╭──
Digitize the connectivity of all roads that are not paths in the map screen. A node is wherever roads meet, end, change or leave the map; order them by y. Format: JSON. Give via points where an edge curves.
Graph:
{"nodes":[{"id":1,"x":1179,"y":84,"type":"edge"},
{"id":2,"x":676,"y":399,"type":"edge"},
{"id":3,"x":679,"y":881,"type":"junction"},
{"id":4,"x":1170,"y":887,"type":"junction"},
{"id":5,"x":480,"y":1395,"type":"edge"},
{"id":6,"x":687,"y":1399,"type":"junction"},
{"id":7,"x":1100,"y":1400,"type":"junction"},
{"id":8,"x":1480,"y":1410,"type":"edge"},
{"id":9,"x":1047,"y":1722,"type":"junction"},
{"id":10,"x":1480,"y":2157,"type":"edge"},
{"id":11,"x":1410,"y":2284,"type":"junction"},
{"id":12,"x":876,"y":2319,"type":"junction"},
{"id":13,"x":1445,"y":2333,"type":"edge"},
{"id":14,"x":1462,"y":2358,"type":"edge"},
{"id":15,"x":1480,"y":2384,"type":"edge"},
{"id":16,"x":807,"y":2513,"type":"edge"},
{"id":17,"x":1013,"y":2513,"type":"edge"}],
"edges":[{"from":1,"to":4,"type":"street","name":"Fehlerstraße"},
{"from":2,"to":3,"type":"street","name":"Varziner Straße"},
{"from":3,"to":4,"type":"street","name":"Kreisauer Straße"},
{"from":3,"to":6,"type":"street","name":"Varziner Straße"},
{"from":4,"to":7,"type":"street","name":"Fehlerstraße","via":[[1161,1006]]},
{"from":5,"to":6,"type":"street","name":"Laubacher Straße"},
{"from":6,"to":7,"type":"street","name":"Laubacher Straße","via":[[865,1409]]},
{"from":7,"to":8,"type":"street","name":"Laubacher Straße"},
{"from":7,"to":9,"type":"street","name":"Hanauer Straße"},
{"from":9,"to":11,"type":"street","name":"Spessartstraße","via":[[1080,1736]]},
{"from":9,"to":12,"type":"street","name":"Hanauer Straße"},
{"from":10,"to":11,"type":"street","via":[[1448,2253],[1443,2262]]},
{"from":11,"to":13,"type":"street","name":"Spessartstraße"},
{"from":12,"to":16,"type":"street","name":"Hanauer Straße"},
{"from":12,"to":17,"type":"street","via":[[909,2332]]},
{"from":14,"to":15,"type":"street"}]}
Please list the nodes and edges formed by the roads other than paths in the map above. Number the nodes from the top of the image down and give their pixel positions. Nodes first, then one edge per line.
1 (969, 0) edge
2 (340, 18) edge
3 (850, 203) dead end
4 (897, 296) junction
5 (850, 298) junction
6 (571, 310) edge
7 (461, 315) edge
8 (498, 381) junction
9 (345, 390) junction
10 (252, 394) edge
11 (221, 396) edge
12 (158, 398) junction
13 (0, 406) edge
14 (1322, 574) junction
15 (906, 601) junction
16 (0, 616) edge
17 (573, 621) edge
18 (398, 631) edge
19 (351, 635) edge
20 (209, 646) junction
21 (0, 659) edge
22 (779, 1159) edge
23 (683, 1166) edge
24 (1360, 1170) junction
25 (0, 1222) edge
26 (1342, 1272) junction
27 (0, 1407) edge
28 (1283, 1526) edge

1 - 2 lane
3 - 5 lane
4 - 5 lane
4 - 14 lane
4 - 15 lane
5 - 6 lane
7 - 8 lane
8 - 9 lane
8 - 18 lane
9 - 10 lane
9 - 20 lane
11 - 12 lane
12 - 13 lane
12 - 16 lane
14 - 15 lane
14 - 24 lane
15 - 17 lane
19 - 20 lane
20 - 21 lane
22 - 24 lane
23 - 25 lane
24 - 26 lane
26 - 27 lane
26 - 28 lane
╰──
- [Task to carry out] A faithful copy of all the material is the required answer.

- [Answer to this task]
Digitize the connectivity of all roads that are not paths in the map screen. A node is wherever roads meet, end, change or leave the map; order them by y. Format: JSON. Give via points where an edge curves.
Graph:
{"nodes":[{"id":1,"x":1179,"y":84,"type":"edge"},
{"id":2,"x":676,"y":399,"type":"edge"},
{"id":3,"x":679,"y":881,"type":"junction"},
{"id":4,"x":1170,"y":887,"type":"junction"},
{"id":5,"x":480,"y":1395,"type":"edge"},
{"id":6,"x":687,"y":1399,"type":"junction"},
{"id":7,"x":1100,"y":1400,"type":"junction"},
{"id":8,"x":1480,"y":1410,"type":"edge"},
{"id":9,"x":1047,"y":1722,"type":"junction"},
{"id":10,"x":1480,"y":2157,"type":"edge"},
{"id":11,"x":1410,"y":2284,"type":"junction"},
{"id":12,"x":876,"y":2319,"type":"junction"},
{"id":13,"x":1445,"y":2333,"type":"edge"},
{"id":14,"x":1462,"y":2358,"type":"edge"},
{"id":15,"x":1480,"y":2384,"type":"edge"},
{"id":16,"x":807,"y":2513,"type":"edge"},
{"id":17,"x":1013,"y":2513,"type":"edge"}],
"edges":[{"from":1,"to":4,"type":"street","name":"Fehlerstraße"},
{"from":2,"to":3,"type":"street","name":"Varziner Straße"},
{"from":3,"to":4,"type":"street","name":"Kreisauer Straße"},
{"from":3,"to":6,"type":"street","name":"Varziner Straße"},
{"from":4,"to":7,"type":"street","name":"Fehlerstraße","via":[[1161,1006]]},
{"from":5,"to":6,"type":"street","name":"Laubacher Straße"},
{"from":6,"to":7,"type":"street","name":"Laubacher Straße","via":[[865,1409]]},
{"from":7,"to":8,"type":"street","name":"Laubacher Straße"},
{"from":7,"to":9,"type":"street","name":"Hanauer Straße"},
{"from":9,"to":11,"type":"street","name":"Spessartstraße","via":[[1080,1736]]},
{"from":9,"to":12,"type":"street","name":"Hanauer Straße"},
{"from":10,"to":11,"type":"street","via":[[1448,2253],[1443,2262]]},
{"from":11,"to":13,"type":"street","name":"Spessartstraße"},
{"from":12,"to":16,"type":"street","name":"Hanauer Straße"},
{"from":12,"to":17,"type":"street","via":[[909,2332]]},
{"from":14,"to":15,"type":"street"}]}
Please list the nodes and edges formed by the roads other than paths in the map above. Number the nodes from the top of the image down and give their pixel positions. Nodes first, then one edge per line.
1 (969, 0) edge
2 (340, 18) edge
3 (850, 203) dead end
4 (897, 296) junction
5 (850, 298) junction
6 (571, 310) edge
7 (461, 315) edge
8 (498, 381) junction
9 (345, 390) junction
10 (252, 394) edge
11 (221, 396) edge
12 (158, 398) junction
13 (0, 406) edge
14 (1322, 574) junction
15 (906, 601) junction
16 (0, 616) edge
17 (573, 621) edge
18 (398, 631) edge
19 (351, 635) edge
20 (209, 646) junction
21 (0, 659) edge
22 (779, 1159) edge
23 (683, 1166) edge
24 (1360, 1170) junction
25 (0, 1222) edge
26 (1342, 1272) junction
27 (0, 1407) edge
28 (1283, 1526) edge

1 - 2 lane
3 - 5 lane
4 - 5 lane
4 - 14 lane
4 - 15 lane
5 - 6 lane
7 - 8 lane
8 - 9 lane
8 - 18 lane
9 - 10 lane
9 - 20 lane
11 - 12 lane
12 - 13 lane
12 - 16 lane
14 - 15 lane
14 - 24 lane
15 - 17 lane
19 - 20 lane
20 - 21 lane
22 - 24 lane
23 - 25 lane
24 - 26 lane
26 - 27 lane
26 - 28 lane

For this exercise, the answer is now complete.